She had her first retrospective at the Jewish Museum, New York in
1960. A seminal early work 'Mountains and Sea' (1952) completed
when she was only 23, was used as the basis of a major exhibition
at the Solomon R. Guggenheim, New York in 1998. After Mountains
and Sea, 1956-1959, the major study of her work by John Elderfield
(published Harry N. Abrams, 1989) rightly established her prominent
position in the Abstract movement. A less likely honour perhaps
came in 2001 when she received the National Medal of the Arts and
made an Honorary Member of the Royal Scottish Academy, Edinburgh.
The exhibition, Helen Frankenthaler: Paintings on Paper
(1949-2002) was shown this summer in the newly refurbished
rooms of the Royal Scottish Academy. Compared to her own large exhibitions
to date, and to other major retrospectives on at present, such as
James Rosenquist at the Solomon R. Guggenheim, (reviewed
by Studio International), the Edinburgh exhibition is modest
in terms of the number of works and the scale of the works. However,
in terms of the emotional intensity on show, the exhibition is significant
and inspiring.
Helen Frankenthaler has always worked with paper, as well as with
canvas. Her love of paper began in childhood; for the past ten years
she has worked exclusively on paper. The sizes of the works do not
belong in a traditional context. Frankenthaler has liberated her
works on paper, many of which are 6 x 7 feet. Work on paper has
been useful for her while travelling and when no studio space was
available. The works on paper have a sense of immediacy, even urgency.

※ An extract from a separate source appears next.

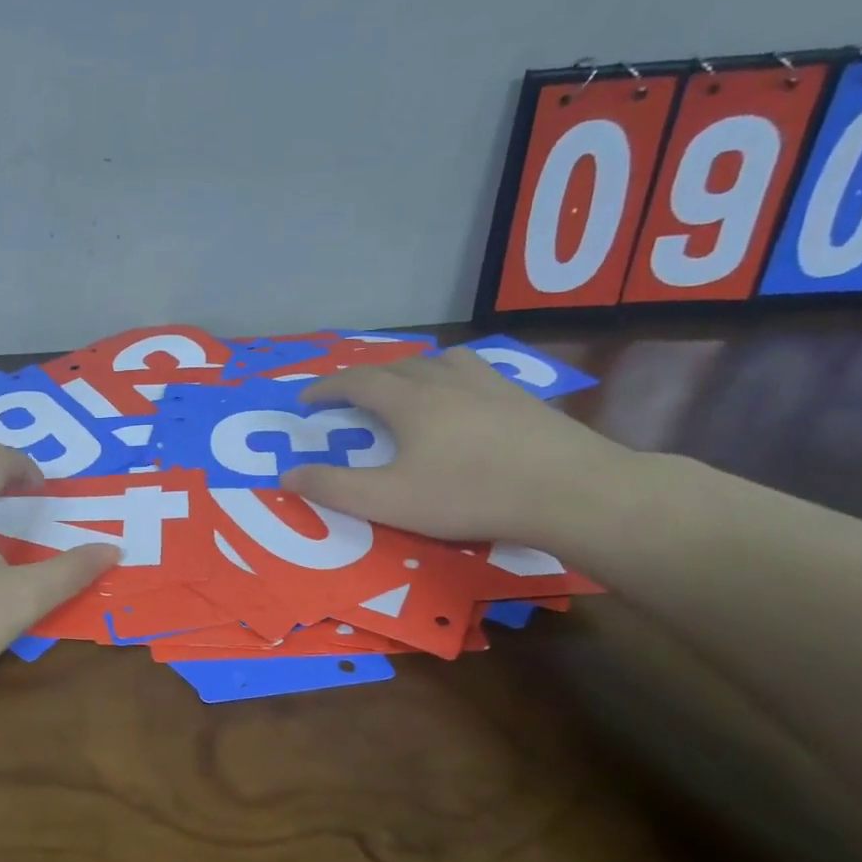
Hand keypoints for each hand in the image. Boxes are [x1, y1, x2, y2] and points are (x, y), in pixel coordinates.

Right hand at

They capture the creative act in a most candid and intense way.
Paintings on Paper has travelled to Edinburgh from The Museum
of Contemporary Art, North Miami where it was curated by Director,
Bonnie Clearwater. She also curated a brilliant Frank Stella exhibition
there in 2000 and for both she produced excellent catalogues with
highly readable and informative texts.
Frankenthaler has described herself as a 'traditionalist and renegade'.
She is an artist who can, 'contradict the rules of conventional
compositions and still make a painting work'.2 Early critical attention
from Clement Greenberg focused on Frankenthaler's technique, rather
than the emotional or psychological resonance of her work. Frankenthaler
and Greenberg met in 1950 and became close friends. They visited
galleries and museums together in America and Europe when he was
at the height of his career. It was a pivotal time in the development
of American Abstract Expressionism. Greenberg championed the cause,
extolling the artists for, 'opening up the possibilities of modern
painting'. Although Greenberg had strong views on Abstract art,
Helen Frankenthaler did not simply adopt the great man's views.
Greenberg invited numerous people to view Frankenthaler's 'Mountains
and Sea', including Kenneth Noland and Morris Louis who were greatly
inspired to create 'Color Field' paintings with thinned pigments
on unprimed canvas. In spite of her friendship and his enthusiasm
for her work, Greenberg only once wrote about Frankenthaler's work
in the context of an article on the work of Noland and Louis in
Art International in May 1960.
In this he acknowledged in print what he had often admitted in
conversation that Frankenthaler played a seminal role as a major
influence on Color Field painting.
He ascribed a deeper meaning [than William Rubin] to Frankenthaler's
paintings by demonstrating that her stain technique was not a
means to relinquish control of the painting
Frankenthaler's
stain technique, according to Greenberg contributed to the advancement
of abstract painting because 'the more closely colour could be
identified with its ground the freer would it be from the interference
of tactile associations. The way to achieve this colour identification
was by adopting watercolour technique to oil and using thin paint
on an absorbent surface' so that pigment and canvas became unified
'like dyed cloth'.3
According to Greenberg, Frankenthaler's stain techniques, 'contradicted
the illusion of pictorial space by emphasing the literal, physical
characteristics of the painting as a flat, opaque surface'. In an
interview, Morris Louis subsequently stated that Frankenthaler 'was
a bridge between Pollock and what was possible'.4
In her own training Frankenthaler was most profoundly affected
by Cubism which was taught by artists working in the Cubist tradition
in America (Rufino Tamayo, Paul Feeley). Students at Bennington
College, Vermont analysed works of art in reproduction by Picasso,
Braque, Miro, Mondrian and Kandinsky. The aim of this dissection
and discussion of works, according to Frankenthaler was to make
them 'part of one's language'. Receptive and keen, Frankenthaler
also studied under the Australian painter Wallace Harrison who reduced
the painting, 'to a geometric plane of carefully calibrated flat
patterns
From Harrison's instruction, Frankenthaler learned
that drawing was as important as tone or colour'. Although Frankenthaler
is known as a colourist, she benefited greatly from her work with
Harrison where she was made to work in black and white. The sculptural
quality of much of her work on paper owes much to the structure
of the picture plane that was emphasised at this stage of her training.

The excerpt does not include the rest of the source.